Pak Non O mengatakan : “karyanya Rosyid tidak begitu lucu atau lucunya belakangan, yang mengajak kita berpikir di mana lucunya.
Rosyid tidak langsung menunjukan kelucuannya secara langsung”. Spontan saya menyampaikan :” telat ngguyu”. Pak Non O tertawa terbahak bahak, sambil berkata :” wah benar juga ya, kita di bodoh bodohi sama Rosyid”.
Dari perbincangan di atas saya tuba tiba terpikir bahwa pak Rosyid hanya punya teman untuk mengapresiasi karya karyanya. Kenapa tidak dipamerkan saja, sebagai wujud interpretasi dan apresiasi. Kalau bukan teman temannya siapa lagi dan pak Rosyid menurut saya orang nya sangat humble.

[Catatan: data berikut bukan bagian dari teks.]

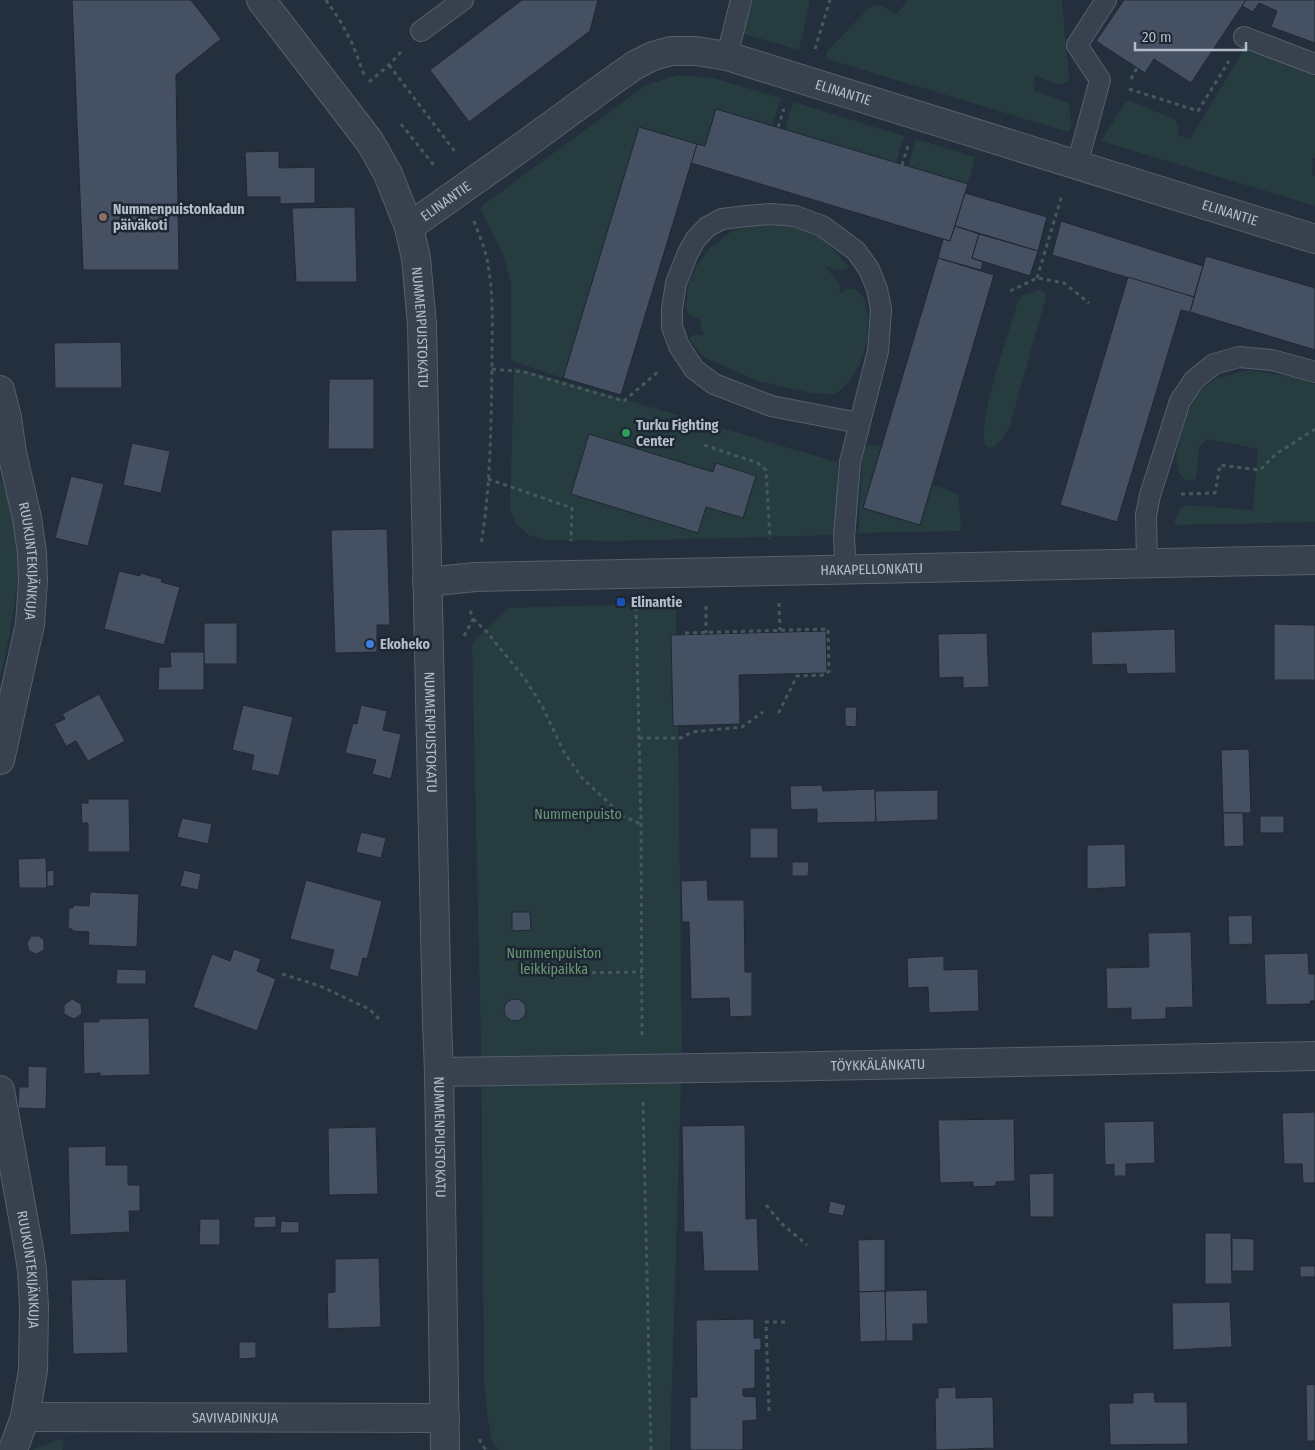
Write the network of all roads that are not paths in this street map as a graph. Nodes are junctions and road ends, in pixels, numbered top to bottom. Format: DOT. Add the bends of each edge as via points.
graph roads {
  1 [pos="261,0"];
  2 [pos="464,0"];
  3 [pos="741,0"];
  4 [pos="1106,0"];
  5 [pos="422,31"];
  6 [pos="1244,37"];
  7 [pos="727,56"];
  8 [pos="1315,64"];
  9 [pos="1077,165"];
  10 [pos="409,227"];
  11 [pos="1315,238"];
  12 [pos="1315,372"];
  13 [pos="0,390"];
  14 [pos="860,423"];
  15 [pos="1315,560"];
  16 [pos="1147,563"];
  17 [pos="846,570"];
  18 [pos="428,582"];
  19 [pos="0,760"];
  20 [pos="1315,1056"];
  21 [pos="439,1072"];
  22 [pos="0,1090"];
  23 [pos="25,1417"];
  24 [pos="445,1418"];
  25 [pos="13,1450"];
  26 [pos="446,1450"];
  1 -- 10 [label="street, NUMMENPUISTOKATU" via="370,142 388,174"];
  2 -- 5 [label="lane"];
  3 -- 7 [label="lane"];
  4 -- 9 [label="lane" via="1077,45 1100,80"];
  6 -- 8 [label="lane"];
  7 -- 9 [label="street, ELINANTIE"];
  7 -- 10 [label="street, ELINANTIE" via="671,51 635,65"];
  9 -- 11 [label="street, ELINANTIE"];
  10 -- 18 [label="street, NUMMENPUISTOKATU" via="416,258 421,317"];
  12 -- 16 [label="lane" via="1272,360 1239,357 1214,364 1194,380 1180,401 1150,495 1146,515"];
  13 -- 19 [label="street, RUUKUNTEKIJÄNKUJA" via="27,518 33,580 30,624"];
  14 -- 14 [label="lane" via="878,351 881,309 869,269 856,251 822,226 795,216 770,214 722,219 707,227 691,247 676,283 672,309 672,327 694,369 714,384 771,406"];
  14 -- 17 [label="lane" via="850,462 844,538"];
  15 -- 16 [label="street, HAKAPELLONKATU"];
  16 -- 17 [label="street, HAKAPELLONKATU"];
  17 -- 18 [label="street, HAKAPELLONKATU" via="475,577"];
  18 -- 21 [label="street, NUMMENPUISTOKATU"];
  20 -- 21 [label="street, TÖYKKÄLÄNKATU"];
  21 -- 24 [label="street, NUMMENPUISTOKATU"];
  22 -- 23 [label="street, RUUKUNTEKIJÄNKUJA" via="32,1270 33,1370"];
  23 -- 24 [label="street, SAVIVADINKUJA"];
  23 -- 25 [label="street, RUUKUNTEKIJÄNKUJA"];
  24 -- 26 [label="street, NUMMENPUISTOKATU"];
}
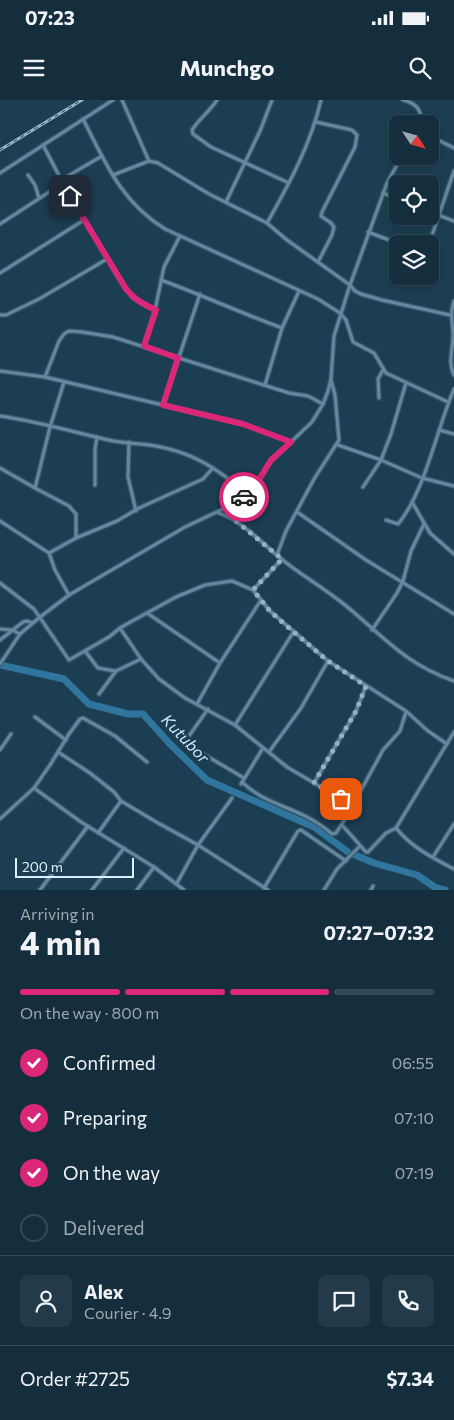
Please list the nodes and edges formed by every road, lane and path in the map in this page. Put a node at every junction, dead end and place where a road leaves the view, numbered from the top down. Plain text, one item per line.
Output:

Tidak ingin nronjol nronjol, kalaupun di beritahu akan dipamerkan, kemungkinan besar akan menolak.
Tetapi itu urusan pak Non O membujuk rayunya. Pak Rosyid yang sederhana dan bersahaja ini sebenarnya ingin berteriak :” Ayo ngguyu …. yen ngguyu mas ojo seru seru”. Suara jiwanya tertuang dalam karyanya yang bisa di analogikan dari lagu ayo ngguyu.
Hal ini mengingatkan kita semua, bahwa tertawa itu membuat bahagia dan merupakan penggeli hati. Tertawa bukan tanpa sebab. Tertawa tanpa sebab dapat dikategorikan kurang sesendok kewarasannya alias gila. Tertawa disebabkan ada sesuatu yang lucu.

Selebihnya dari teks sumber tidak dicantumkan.